Directions: Return the lines below in which the string "Sholpan" occurs.

━━━ Supplied data ━━━

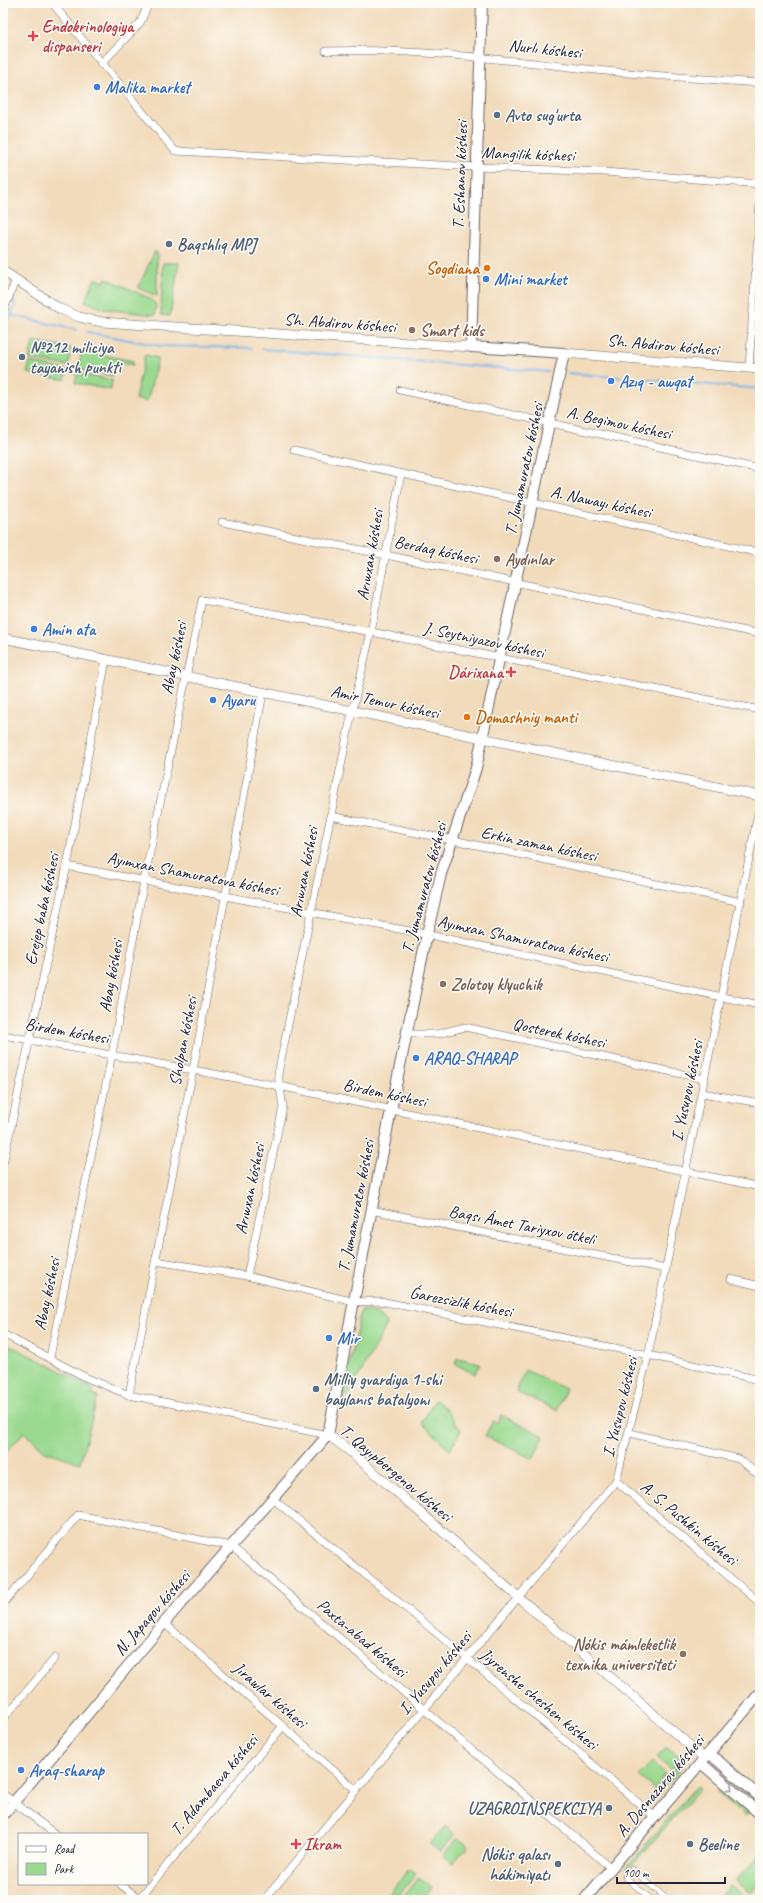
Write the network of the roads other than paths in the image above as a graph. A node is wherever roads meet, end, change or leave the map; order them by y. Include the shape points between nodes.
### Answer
1 (52, 3) edge
2 (149, 3) edge
3 (482, 3) edge
4 (326, 51) dead end
5 (479, 58) junction
6 (101, 64) junction
7 (760, 83) edge
8 (477, 168) junction
9 (760, 184) edge
10 (760, 203) edge
11 (3, 271) edge
12 (16, 279) junction
13 (3, 312) edge
14 (471, 347) junction
15 (564, 353) junction
16 (749, 368) junction
17 (760, 369) edge
18 (400, 390) dead end
19 (549, 423) junction
20 (294, 450) dead end
21 (760, 469) edge
22 (400, 474) junction
23 (533, 503) junction
24 (222, 522) dead end
25 (760, 553) edge
26 (386, 555) junction
27 (517, 583) junction
28 (202, 600) joint
29 (371, 632) junction
30 (760, 634) edge
31 (4, 641) edge
32 (499, 659) junction
33 (106, 660) junction
34 (185, 677) junction
35 (263, 693) junction
36 (760, 710) edge
37 (352, 712) junction
38 (483, 738) junction
39 (760, 796) edge
40 (760, 804) edge
41 (330, 816) junction
42 (452, 840) junction
43 (67, 866) junction
44 (144, 881) junction
45 (225, 896) junction
46 (741, 902) junction
47 (312, 911) junction
48 (427, 934) junction
49 (722, 997) junction
50 (760, 1005) edge
51 (407, 1034) junction
52 (3, 1035) edge
53 (28, 1040) junction
54 (112, 1054) junction
55 (193, 1070) junction
56 (705, 1079) junction
57 (280, 1086) junction
58 (702, 1093) junction
59 (760, 1103) edge
60 (391, 1110) junction
61 (3, 1164) edge
62 (686, 1172) junction
63 (760, 1187) edge
64 (371, 1210) junction
65 (156, 1261) junction
66 (666, 1269) junction
67 (247, 1276) junction
68 (731, 1279) dead end
69 (760, 1286) edge
70 (354, 1302) junction
71 (3, 1334) edge
72 (648, 1356) junction
73 (50, 1358) junction
74 (760, 1380) edge
75 (129, 1395) junction
76 (630, 1433) junction
77 (328, 1435) junction
78 (760, 1476) edge
79 (616, 1481) junction
80 (273, 1499) junction
81 (231, 1546) junction
82 (518, 1598) junction
83 (760, 1603) edge
84 (3, 1604) edge
85 (164, 1623) junction
86 (55, 1658) dead end
87 (467, 1658) junction
88 (760, 1693) edge
89 (424, 1709) junction
90 (3, 1719) edge
91 (283, 1726) junction
92 (704, 1758) junction
93 (356, 1790) junction
94 (3, 1794) edge
95 (760, 1796) edge
96 (13, 1802) junction
97 (760, 1814) edge
98 (3, 1815) edge
99 (655, 1817) junction
100 (54, 1833) edge
101 (611, 1868) junction
102 (632, 1869) dead end
103 (625, 1877) dead end
104 (121, 1885) edge
105 (140, 1900) edge
106 (264, 1900) edge
107 (584, 1900) edge
108 (652, 1900) edge
109 (668, 1900) edge

1 - 6 street
2 - 6 street via 140,23
3 - 5 main road, T. Eshanov kóshesi
4 - 5 street, Nurlı kóshesi via 364,49
5 - 7 street, Nurlı kóshesi
5 - 8 main road, T. Eshanov kóshesi
6 - 8 street, Mangilik kóshesi via 175,151
8 - 9 street, Mangilik kóshesi via 604,172
8 - 14 main road, T. Eshanov kóshesi
10 - 16 street
11 - 12 street, Sh. Abdirov kóshesi
12 - 13 street
12 - 14 street, Sh. Abdirov kóshesi via 60,309 78,317 102,322
14 - 15 main road, Sh. Abdirov kóshesi
15 - 16 street, Sh. Abdirov kóshesi
15 - 19 main road, T. Jumamuratov kóshesi
16 - 17 street, Sh. Abdirov kóshesi
18 - 19 street, A. Begimov kóshesi
19 - 21 street, A. Begimov kóshesi
19 - 23 main road, T. Jumamuratov kóshesi
20 - 22 street, A. Nawayı kóshesi
22 - 23 street, A. Nawayı kóshesi
22 - 26 street, Arıwxan kóshesi
23 - 25 street, A. Nawayı kóshesi
23 - 27 main road, T. Jumamuratov kóshesi
24 - 26 street, Berdaq kóshesi
26 - 27 street, Berdaq kóshesi
26 - 29 street, Arıwxan kóshesi
27 - 30 street, Berdaq kóshesi
27 - 32 main road, T. Jumamuratov kóshesi
28 - 29 street, J. Seytniyazov kóshesi
28 - 34 street, Abay kóshesi
29 - 32 street, J. Seytniyazov kóshesi
29 - 37 street, Arıwxan kóshesi
31 - 33 street, Amir Temur kóshesi
32 - 36 street, J. Seytniyazov kóshesi
32 - 38 main road, T. Jumamuratov kóshesi
33 - 34 street, Amir Temur kóshesi
33 - 43 street, Erejep baba kóshesi
34 - 35 street, Amir Temur kóshesi
34 - 44 street, Abay kóshesi
35 - 37 street, Amir Temur kóshesi
35 - 45 street, Sholpan kóshesi
37 - 38 street, Amir Temur kóshesi
37 - 41 street, Arıwxan kóshesi
38 - 39 street, Amir Temur kóshesi
38 - 42 main road, T. Jumamuratov kóshesi via 476,768
40 - 46 street, I. Yusupov kóshesi
41 - 42 street, Erkin zaman kóshesi
41 - 47 street, Arıwxan kóshesi
42 - 46 street, Erkin zaman kóshesi
42 - 48 main road, T. Jumamuratov kóshesi
43 - 44 street, Ayımxan Shamuratova kóshesi
43 - 53 street, Erejep baba kóshesi
44 - 45 street, Ayımxan Shamuratova kóshesi
44 - 54 street, Abay kóshesi
45 - 47 street, Ayımxan Shamuratova kóshesi
45 - 55 street, Sholpan kóshesi
46 - 49 street, I. Yusupov kóshesi
47 - 48 street, Ayımxan Shamuratova kóshesi
47 - 57 street, Arıwxan kóshesi via 278,1074
48 - 49 street, Ayımxan Shamuratova kóshesi
48 - 51 main road, T. Jumamuratov kóshesi
49 - 50 street, Ayımxan Shamuratova kóshesi
49 - 56 street, I. Yusupov kóshesi
51 - 56 street, Qosterek kóshesi via 437,1034 465,1028
51 - 60 main road, T. Jumamuratov kóshesi
52 - 53 street, Birdem kóshesi
53 - 54 street, Birdem kóshesi
53 - 61 street, Erejep baba kóshesi
54 - 55 street, Birdem kóshesi
54 - 73 street, Abay kóshesi
55 - 57 street, Birdem kóshesi
55 - 65 street, Sholpan kóshesi
56 - 58 street, I. Yusupov kóshesi
57 - 60 street, Birdem kóshesi
57 - 67 street, Arıwxan kóshesi via 282,1107
58 - 59 street
58 - 62 street, I. Yusupov kóshesi
60 - 62 street, Birdem kóshesi
60 - 64 main road, T. Jumamuratov kóshesi
62 - 63 street, Birdem kóshesi
62 - 66 street, I. Yusupov kóshesi
64 - 66 street, Baqsı Ámet Tariyxov ótkeli
64 - 70 main road, T. Jumamuratov kóshesi
65 - 67 street, Ǵarezsizlik kóshesi
65 - 75 street, Sholpan kóshesi
66 - 72 street, I. Yusupov kóshesi
67 - 70 street, Ǵarezsizlik kóshesi
68 - 69 street
70 - 72 street, Ǵarezsizlik kóshesi via 380,1301
70 - 77 main road, T. Jumamuratov kóshesi
71 - 73 street, T. Qayıpbergenov kóshesi
72 - 74 street, Ǵarezsizlik kóshesi
72 - 76 street, I. Yusupov kóshesi
73 - 75 street, T. Qayıpbergenov kóshesi via 87,1378
75 - 77 street, T. Qayıpbergenov kóshesi
76 - 78 street via 739,1458
76 - 79 street, I. Yusupov kóshesi
77 - 80 main road, N. Japaqov kóshesi
77 - 82 street, T. Qayıpbergenov kóshesi
79 - 82 street, I. Yusupov kóshesi
79 - 83 street, A. S. Pushkin kóshesi
80 - 81 main road, N. Japaqov kóshesi
80 - 87 street, Jiyrenshe sheshen kóshesi
81 - 84 street, Paxta-abad kóshesi via 78,1515
81 - 85 main road, N. Japaqov kóshesi
81 - 89 street, Paxta-abad kóshesi
82 - 87 street, I. Yusupov kóshesi
82 - 92 street, T. Qayıpbergenov kóshesi
85 - 91 street, Jırawlar kóshesi
85 - 96 main road, N. Japaqov kóshesi
86 - 90 street
87 - 89 street, I. Yusupov kóshesi
87 - 99 street, Jiyrenshe sheshen kóshesi
88 - 92 main road, A. Dosnazarov kóshesi
89 - 93 street, I. Yusupov kóshesi
89 - 101 street, Paxta-abad kóshesi
91 - 93 street, Jırawlar kóshesi
91 - 105 street, T. Adambaeva kóshesi
92 - 95 main road, T. Qayıpbergenov kóshesi
92 -> 97 main road, T. Qayıpbergenov kóshesi
92 - 99 main road, A. Dosnazarov kóshesi
93 - 106 street, I. Yusupov kóshesi
94 - 96 street
96 - 98 main road, N. Japaqov kóshesi
96 - 100 street
99 - 101 main road, A. Dosnazarov kóshesi
101 - 107 main road, A. Dosnazarov kóshesi
102 - 109 street
103 - 108 street
104 - 105 street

━━━

Answer box:
35 - 45 street, Sholpan kóshesi
45 - 55 street, Sholpan kóshesi
55 - 65 street, Sholpan kóshesi
65 - 75 street, Sholpan kóshesi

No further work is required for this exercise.